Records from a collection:
◇ ◇ ◇ ◇ ◇

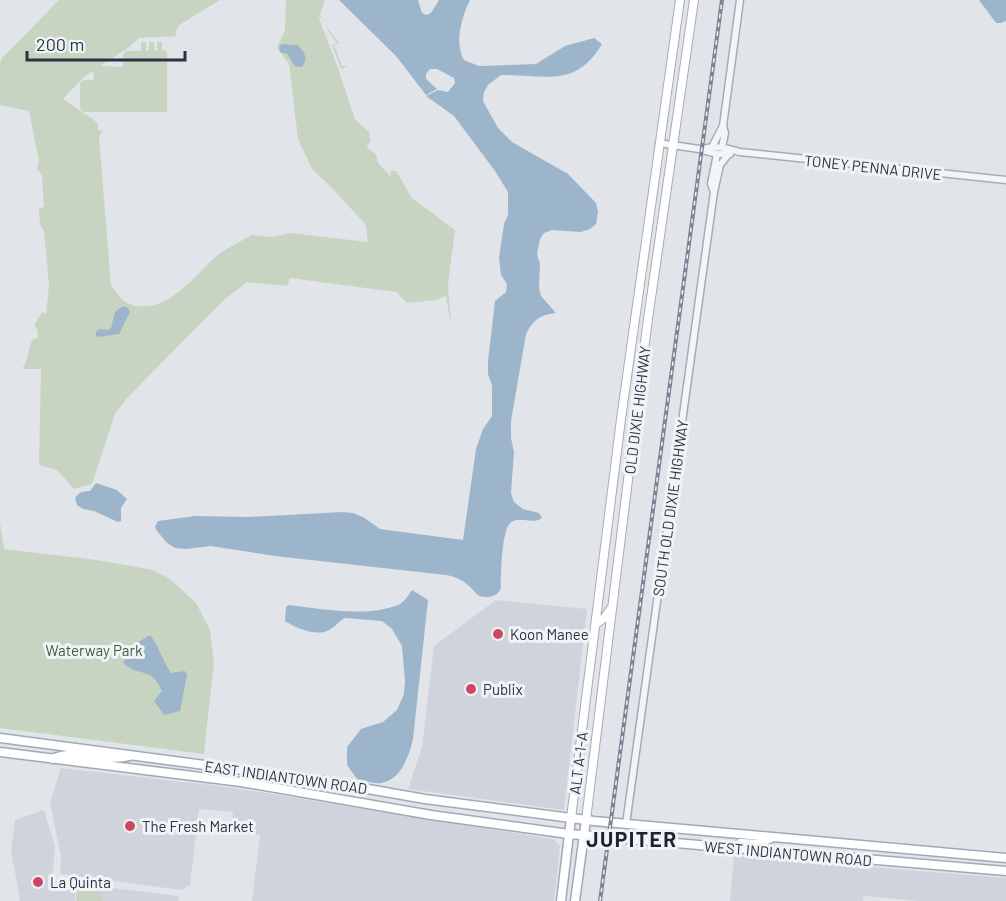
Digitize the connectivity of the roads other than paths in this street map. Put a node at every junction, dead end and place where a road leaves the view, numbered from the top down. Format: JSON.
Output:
{"nodes":[{"id":1,"x":680,"y":0,"type":"edge"},
{"id":2,"x":694,"y":0,"type":"edge"},
{"id":3,"x":740,"y":0,"type":"edge"},
{"id":4,"x":723,"y":126,"type":"junction"},
{"id":5,"x":659,"y":143,"type":"junction"},
{"id":6,"x":673,"y":145,"type":"junction"},
{"id":7,"x":712,"y":147,"type":"junction"},
{"id":8,"x":722,"y":147,"type":"junction"},
{"id":9,"x":702,"y":149,"type":"junction"},
{"id":10,"x":740,"y":153,"type":"junction"},
{"id":11,"x":717,"y":154,"type":"junction"},
{"id":12,"x":728,"y":155,"type":"junction"},
{"id":13,"x":1006,"y":180,"type":"edge"},
{"id":14,"x":714,"y":192,"type":"junction"},
{"id":15,"x":613,"y":605,"type":"junction"},
{"id":16,"x":596,"y":624,"type":"junction"},
{"id":17,"x":0,"y":738,"type":"edge"},
{"id":18,"x":0,"y":752,"type":"edge"},
{"id":19,"x":133,"y":755,"type":"junction"},
{"id":20,"x":52,"y":759,"type":"junction"},
{"id":21,"x":425,"y":799,"type":"junction"},
{"id":22,"x":423,"y":813,"type":"junction"},
{"id":23,"x":571,"y":818,"type":"junction"},
{"id":24,"x":586,"y":820,"type":"junction"},
{"id":25,"x":626,"y":824,"type":"junction"},
{"id":26,"x":569,"y":834,"type":"junction"},
{"id":27,"x":583,"y":836,"type":"junction"},
{"id":28,"x":771,"y":838,"type":"junction"},
{"id":29,"x":690,"y":845,"type":"junction"},
{"id":30,"x":866,"y":845,"type":"junction"},
{"id":31,"x":767,"y":851,"type":"junction"},
{"id":32,"x":1006,"y":858,"type":"edge"},
{"id":33,"x":1006,"y":871,"type":"edge"},
{"id":34,"x":561,"y":901,"type":"edge"},
{"id":35,"x":575,"y":901,"type":"edge"}],
"edges":[{"from":1,"to":5,"type":"main road","name":"OLD DIXIE HIGHWAY"},
{"from":2,"to":6,"type":"main road","name":"OLD DIXIE HIGHWAY"},
{"from":3,"to":4,"type":"street"},
{"from":4,"to":7,"type":"street"},
{"from":4,"to":8,"type":"street"},
{"from":5,"to":6,"type":"street","name":"TONEY PENNA DRIVE"},
{"from":5,"to":16,"type":"main road","name":"OLD DIXIE HIGHWAY"},
{"from":6,"to":9,"type":"street","name":"TONEY PENNA DRIVE"},
{"from":6,"to":15,"type":"main road","name":"OLD DIXIE HIGHWAY"},
{"from":7,"to":8,"type":"street","name":"TONEY PENNA DRIVE"},
{"from":7,"to":9,"type":"street","name":"TONEY PENNA DRIVE"},
{"from":8,"to":10,"type":"street","name":"TONEY PENNA DRIVE"},
{"from":9,"to":11,"type":"street","name":"TONEY PENNA DRIVE"},
{"from":10,"to":12,"type":"street","name":"TONEY PENNA DRIVE"},
{"from":10,"to":13,"type":"street","name":"TONEY PENNA DRIVE"},
{"from":11,"to":12,"type":"street","name":"TONEY PENNA DRIVE"},
{"from":11,"to":14,"type":"street","name":"SOUTH OLD DIXIE HIGHWAY"},
{"from":12,"to":14,"type":"street","name":"SOUTH OLD DIXIE HIGHWAY"},
{"from":14,"to":25,"type":"street","name":"SOUTH OLD DIXIE HIGHWAY"},
{"from":15,"to":16,"type":"main road"},
{"from":15,"to":24,"type":"main road","name":"OLD DIXIE HIGHWAY"},
{"from":16,"to":23,"type":"main road","name":"ALT A-1-A"},
{"from":17,"to":19,"type":"main road","name":"EAST INDIANTOWN ROAD"},
{"from":18,"to":20,"type":"main road","name":"EAST INDIANTOWN ROAD"},
{"from":19,"to":20,"type":"main road"},
{"from":19,"to":21,"type":"main road","name":"EAST INDIANTOWN ROAD"},
{"from":20,"to":22,"type":"main road","name":"EAST INDIANTOWN ROAD"},
{"from":21,"to":22,"type":"main road"},
{"from":21,"to":23,"type":"main road","name":"EAST INDIANTOWN ROAD"},
{"from":22,"to":26,"type":"main road","name":"EAST INDIANTOWN ROAD"},
{"from":23,"to":24,"type":"main road","name":"WEST INDIANTOWN ROAD"},
{"from":23,"to":26,"type":"main road","name":"ALT A-1-A"},
{"from":24,"to":25,"type":"main road","name":"WEST INDIANTOWN ROAD"},
{"from":24,"to":27,"type":"main road"},
{"from":25,"to":28,"type":"main road","name":"WEST INDIANTOWN ROAD"},
{"from":26,"to":27,"type":"main road","name":"WEST INDIANTOWN ROAD"},
{"from":26,"to":34,"type":"main road","name":"ALT A-1-A"},
{"from":27,"to":29,"type":"main road","name":"WEST INDIANTOWN ROAD"},
{"from":27,"to":35,"type":"main road"},
{"from":28,"to":29,"type":"main road"},
{"from":28,"to":30,"type":"main road","name":"WEST INDIANTOWN ROAD"},
{"from":29,"to":31,"type":"main road","name":"WEST INDIANTOWN ROAD"},
{"from":30,"to":31,"type":"main road"},
{"from":30,"to":32,"type":"main road","name":"WEST INDIANTOWN ROAD"},
{"from":31,"to":33,"type":"main road","name":"WEST INDIANTOWN ROAD"}]}
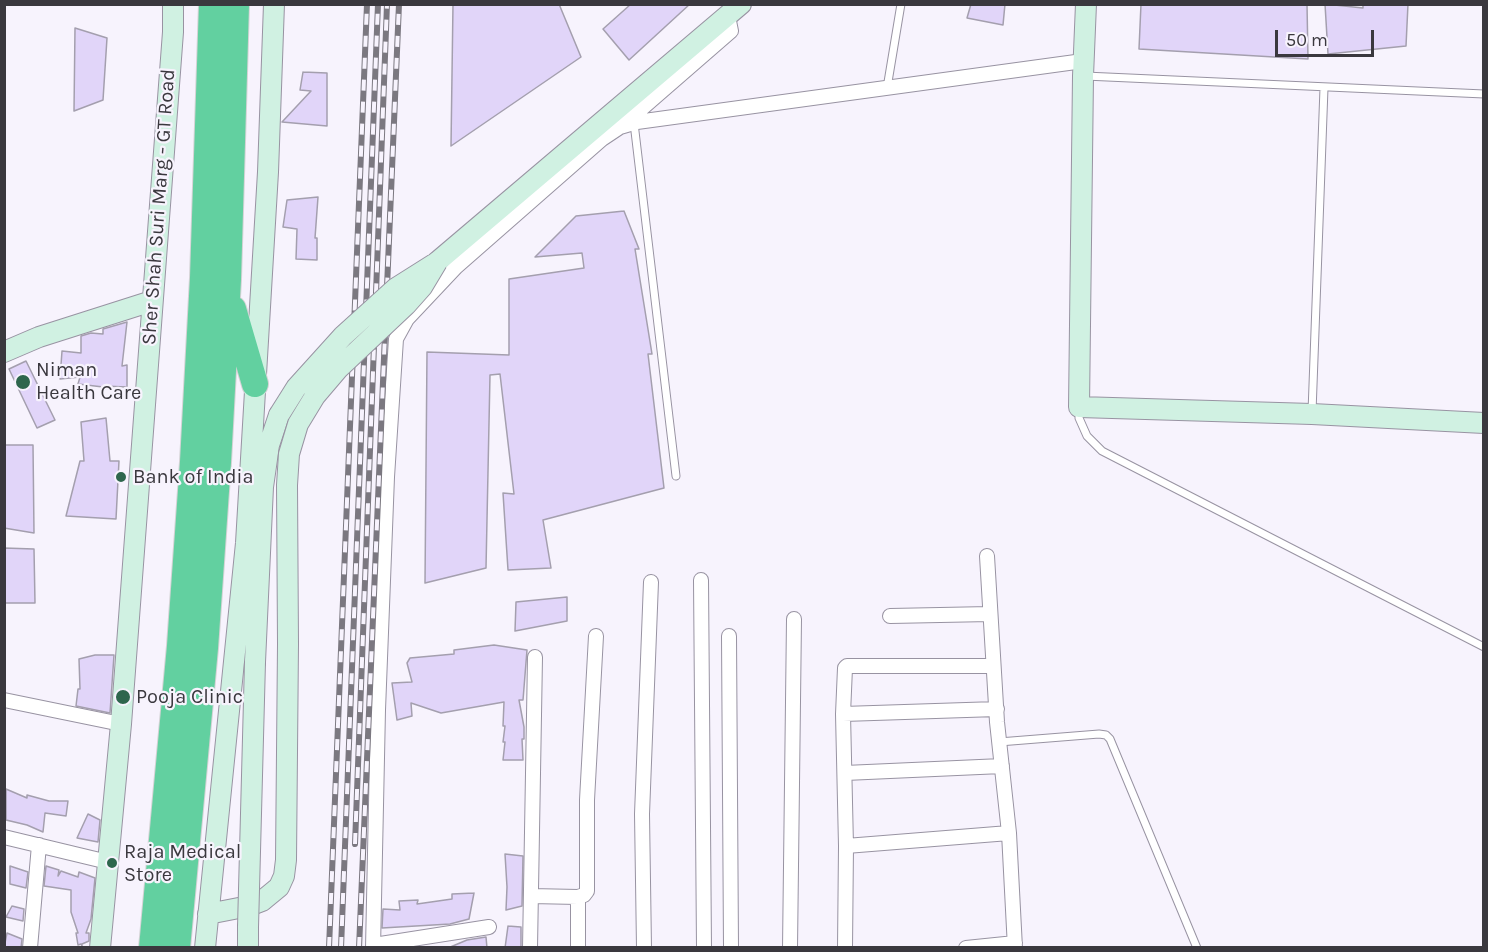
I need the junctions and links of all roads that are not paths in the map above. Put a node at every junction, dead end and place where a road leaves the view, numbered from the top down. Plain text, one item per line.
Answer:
1 (173, 4) edge
2 (212, 4) edge
3 (236, 4) edge
4 (274, 4) edge
5 (901, 4) edge
6 (1086, 4) edge
7 (734, 10) edge
8 (1083, 69) junction
9 (887, 88) junction
10 (1324, 88) junction
11 (1484, 94) edge
12 (634, 123) junction
13 (620, 127) junction
14 (437, 262) junction
15 (227, 292) junction
16 (152, 301) junction
17 (4, 352) edge
18 (255, 384) junction
19 (1079, 406) junction
20 (1312, 414) junction
21 (1484, 423) edge
22 (676, 476) dead end
23 (987, 556) dead end
24 (701, 580) dead end
25 (651, 582) dead end
26 (990, 614) junction
27 (890, 616) dead end
28 (794, 619) dead end
29 (596, 636) dead end
30 (729, 636) dead end
31 (1484, 647) edge
32 (535, 657) dead end
33 (993, 666) junction
34 (4, 700) edge
35 (997, 709) junction
36 (843, 714) junction
37 (121, 724) junction
38 (999, 742) junction
39 (1002, 766) junction
40 (844, 773) junction
41 (1009, 833) junction
42 (4, 837) edge
43 (39, 845) junction
44 (846, 846) junction
45 (108, 861) junction
46 (531, 896) junction
47 (578, 897) junction
48 (208, 914) junction
49 (489, 927) dead end
50 (1015, 945) edge
51 (374, 946) edge
52 (30, 948) edge
53 (99, 948) edge
54 (152, 948) edge
55 (177, 948) edge
56 (205, 948) edge
57 (248, 948) edge
58 (530, 948) edge
59 (578, 948) edge
60 (644, 948) edge
61 (704, 948) edge
62 (731, 948) edge
63 (790, 948) edge
64 (845, 948) edge
65 (966, 948) edge
66 (1197, 948) edge

1 - 16 street, Sher Shah Suri Marg - GT Road
2 - 54 highway, Sher Shah Suri Marg - GT Road
3 - 15 highway
4 - 18 street
5 - 9 lane
6 - 8 street
7 - 13 street
7 - 14 street
8 - 9 street
8 - 10 lane
8 - 19 street
9 - 12 street
10 - 11 lane
10 - 20 lane
12 - 13 street
12 - 22 lane
13 - 51 street
14 - 48 street, bridge
14 - 57 street, bridge
15 - 18 highway
15 - 55 highway
16 - 17 street
16 - 37 street, Sher Shah Suri Marg - GT Road
18 - 48 street
19 - 20 street
19 - 31 lane
20 - 21 street
23 - 26 street
24 - 61 street
25 - 60 street
26 - 27 street
26 - 33 street
28 - 63 street
29 - 47 street
30 - 62 street
32 - 46 street
33 - 35 street
33 - 36 street
34 - 37 street
35 - 36 street
35 - 38 street
36 - 40 street
37 - 45 street, Sher Shah Suri Marg - GT Road
38 - 39 street
38 - 66 lane
39 - 40 street
39 - 41 street
40 - 44 street
41 - 44 street
41 - 50 street
42 - 43 street
43 - 45 street
43 - 52 street
44 - 64 street
45 - 53 street, Sher Shah Suri Marg - GT Road
46 - 47 street
46 - 58 street
47 - 59 street
48 - 56 street
49 - 51 street
50 - 65 street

◇ ◇ ◇ ◇ ◇

### EXERCISE DIRECTIONS
Return every line of the preceding records in which the word "Marg" appears.

### EXERCISE OUTPUT
1 - 16 street, Sher Shah Suri Marg - GT Road
2 - 54 highway, Sher Shah Suri Marg - GT Road
16 - 37 street, Sher Shah Suri Marg - GT Road
37 - 45 street, Sher Shah Suri Marg - GT Road
45 - 53 street, Sher Shah Suri Marg - GT Road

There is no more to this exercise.